* **How to complete this task**: All records below are to be transcribed exactly, with every picture left out.

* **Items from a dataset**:
────────────────
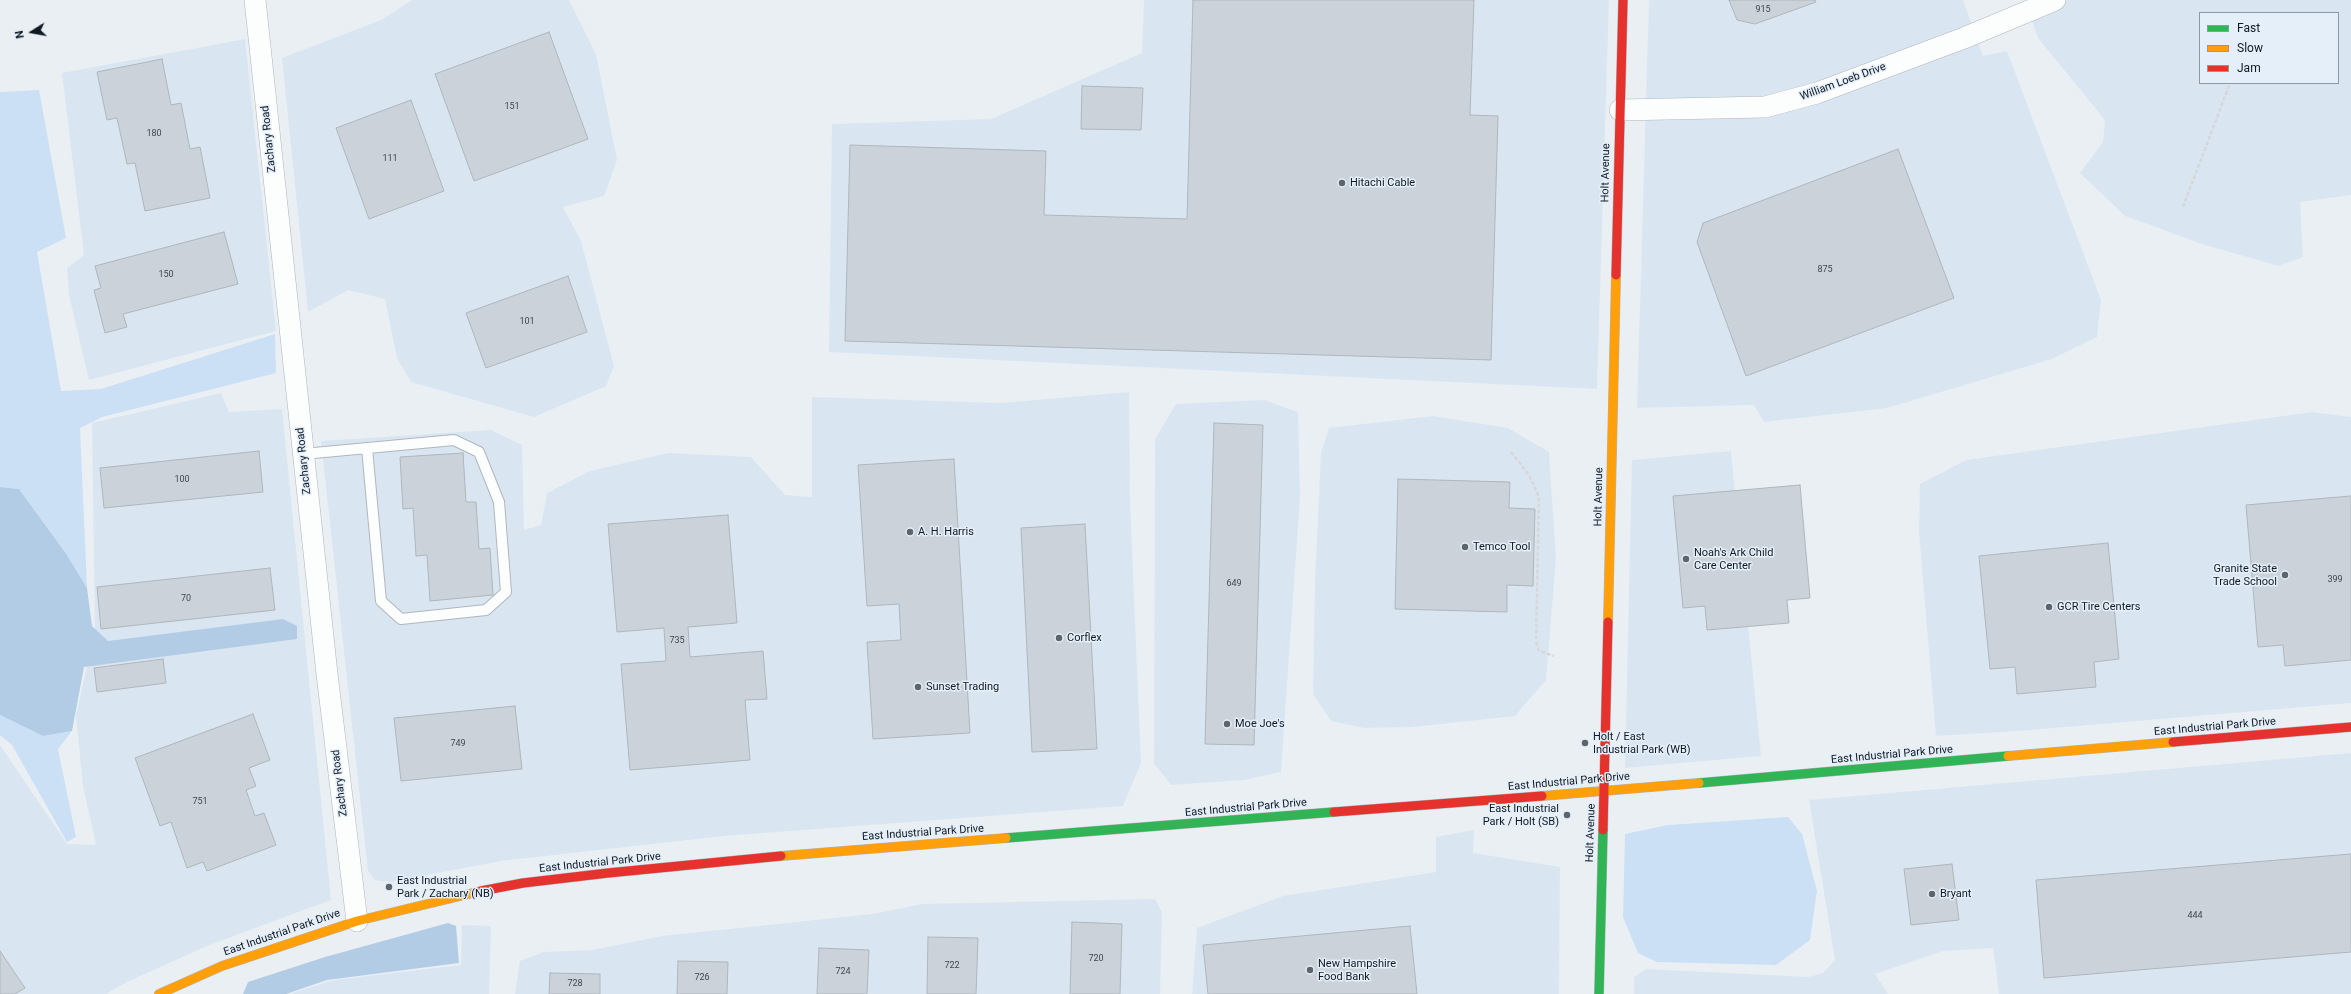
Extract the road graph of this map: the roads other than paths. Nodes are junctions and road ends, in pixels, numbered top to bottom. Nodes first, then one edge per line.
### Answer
1 (255, 0) edge
2 (1623, 0) edge
3 (2055, 0) edge
4 (1620, 110) junction
5 (367, 448) junction
6 (303, 454) junction
7 (2351, 727) edge
8 (1604, 791) junction
9 (357, 921) junction
10 (165, 993) edge
11 (1599, 994) edge

1 - 6 street, Zachary Road
2 - 4 street, Holt Avenue
3 - 4 street, William Loeb Drive
4 - 8 street, Holt Avenue
5 - 5 lane
5 - 6 lane
6 - 9 street, Zachary Road
7 - 8 street, East Industrial Park Drive
8 - 9 street, East Industrial Park Drive
8 - 11 street, Holt Avenue
9 - 10 street, East Industrial Park Drive

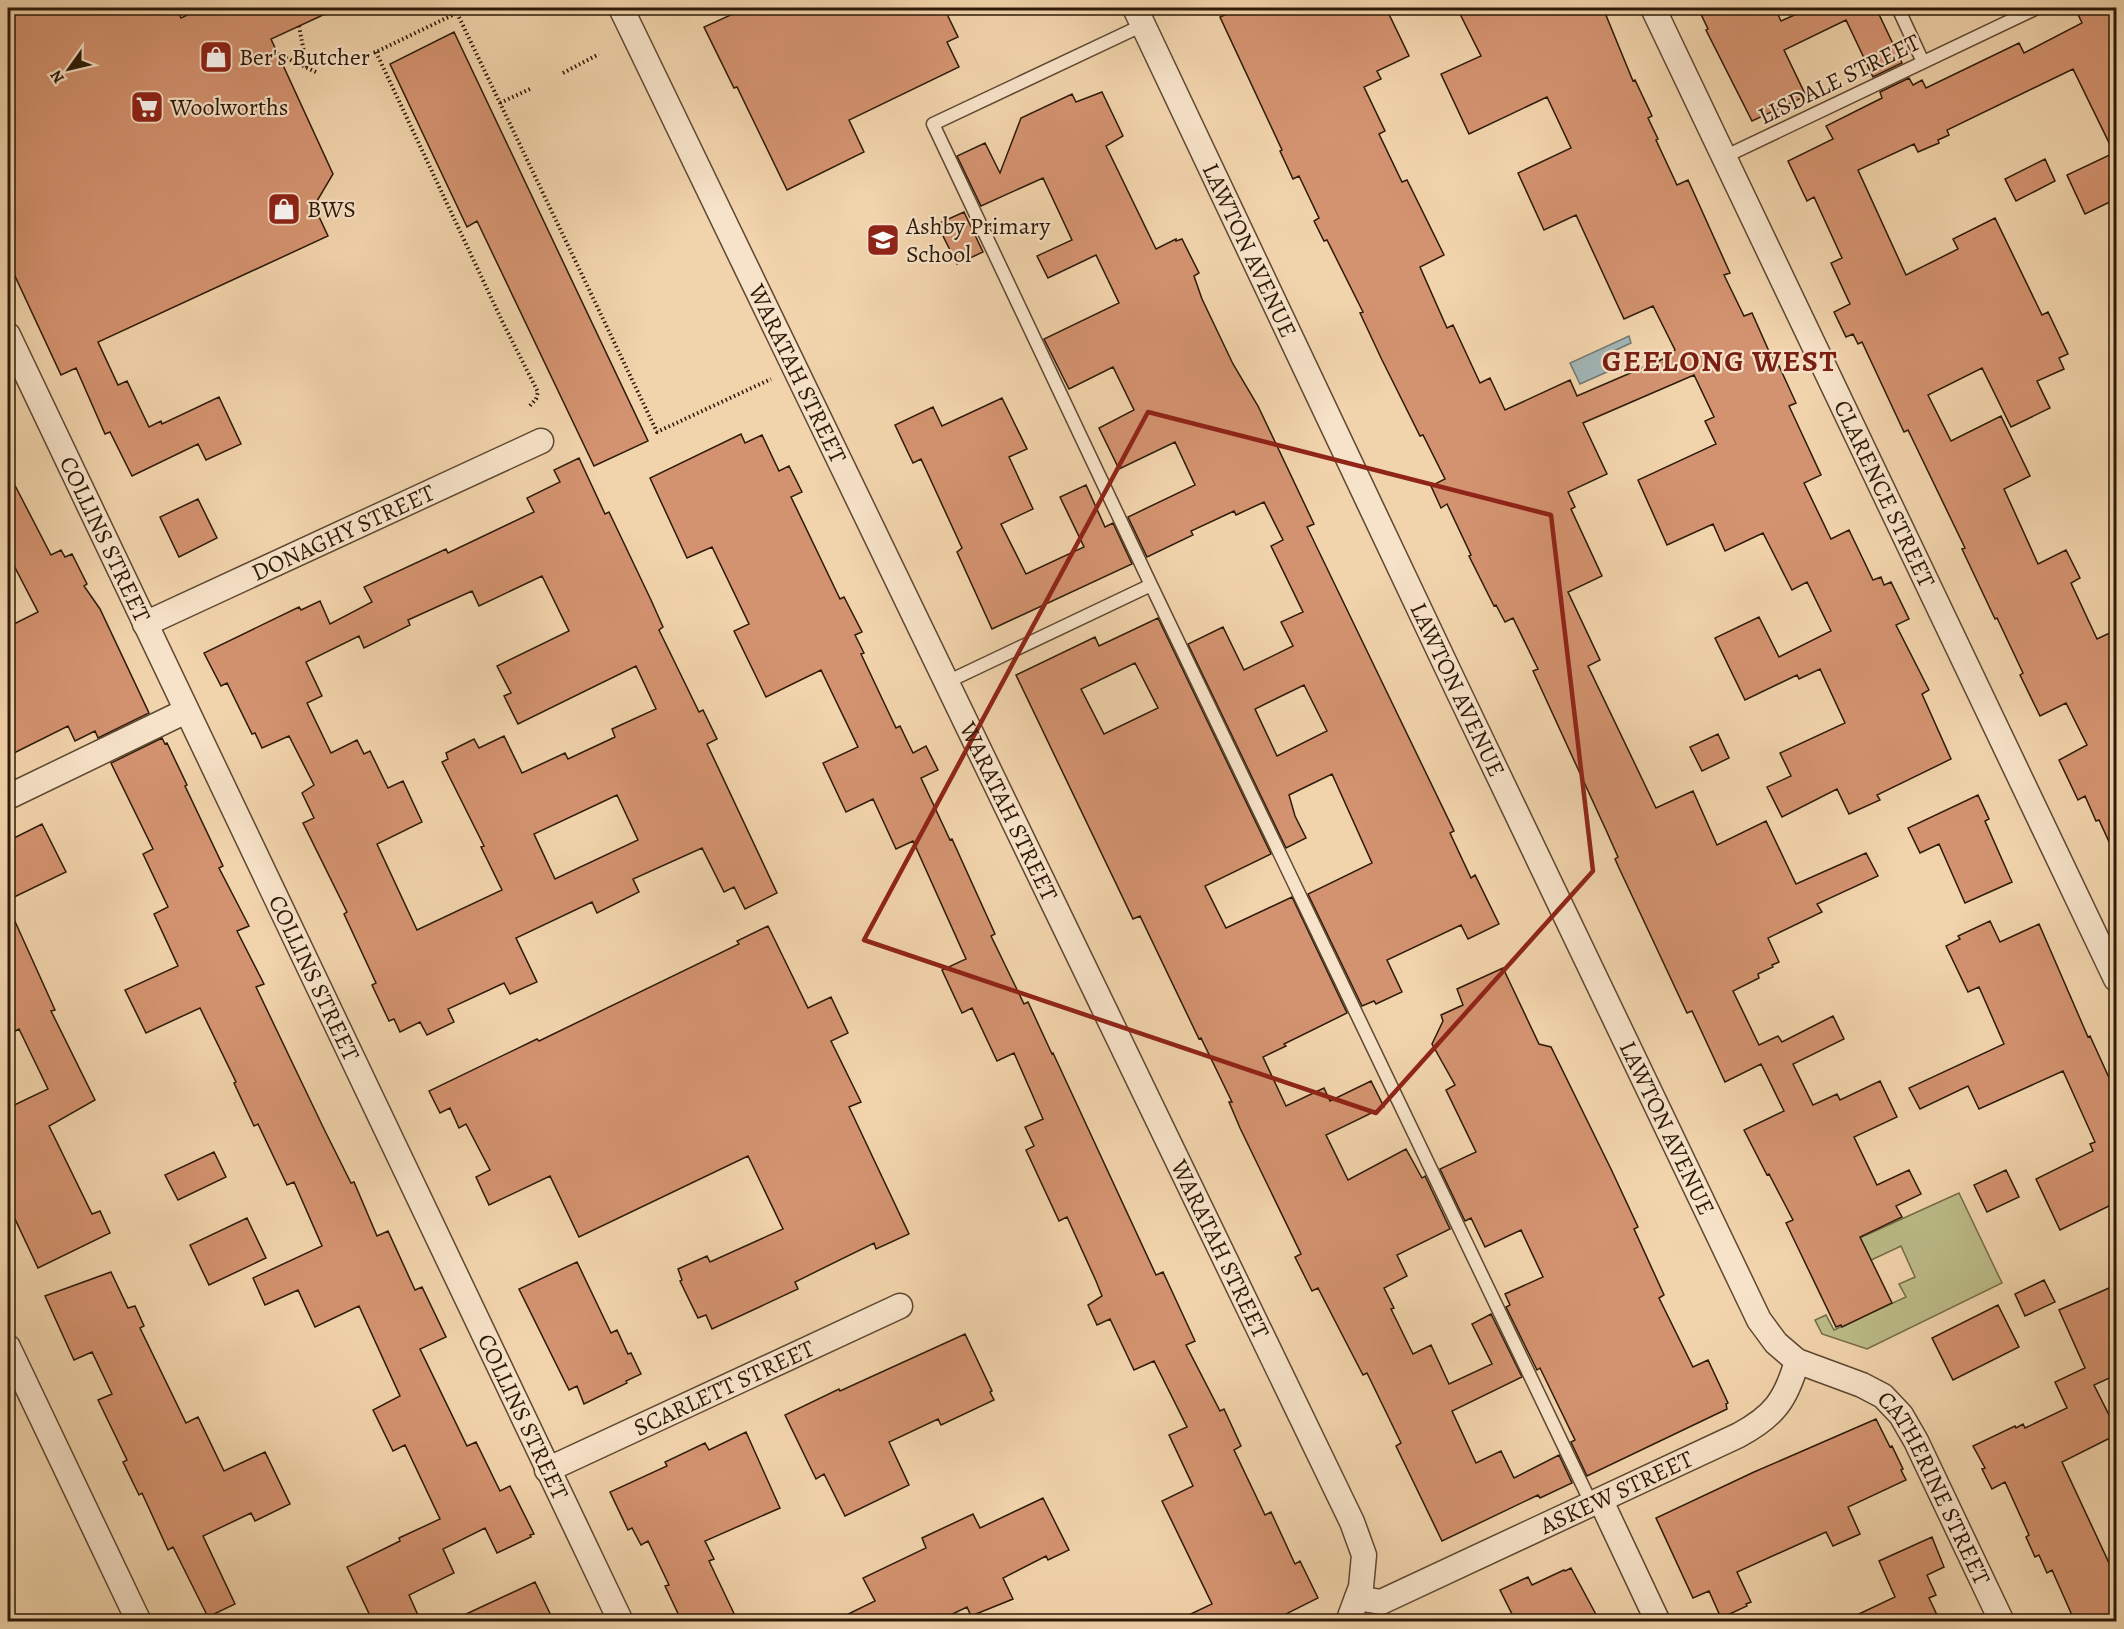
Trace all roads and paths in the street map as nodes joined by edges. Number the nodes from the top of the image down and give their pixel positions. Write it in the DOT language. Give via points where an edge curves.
────────────────
* **Expected answer**:
Extract the road graph of this map: the roads other than paths. Nodes are junctions and road ends, in pixels, numbered top to bottom. Nodes first, then one edge per line.
### Answer
1 (255, 0) edge
2 (1623, 0) edge
3 (2055, 0) edge
4 (1620, 110) junction
5 (367, 448) junction
6 (303, 454) junction
7 (2351, 727) edge
8 (1604, 791) junction
9 (357, 921) junction
10 (165, 993) edge
11 (1599, 994) edge

1 - 6 street, Zachary Road
2 - 4 street, Holt Avenue
3 - 4 street, William Loeb Drive
4 - 8 street, Holt Avenue
5 - 5 lane
5 - 6 lane
6 - 9 street, Zachary Road
7 - 8 street, East Industrial Park Drive
8 - 9 street, East Industrial Park Drive
8 - 11 street, Holt Avenue
9 - 10 street, East Industrial Park Drive

Trace all roads and paths in the street map as nodes joined by edges. Number the nodes from the top of the image down and give their pixel positions. Write it in the DOT language. Give via points where an edge curves.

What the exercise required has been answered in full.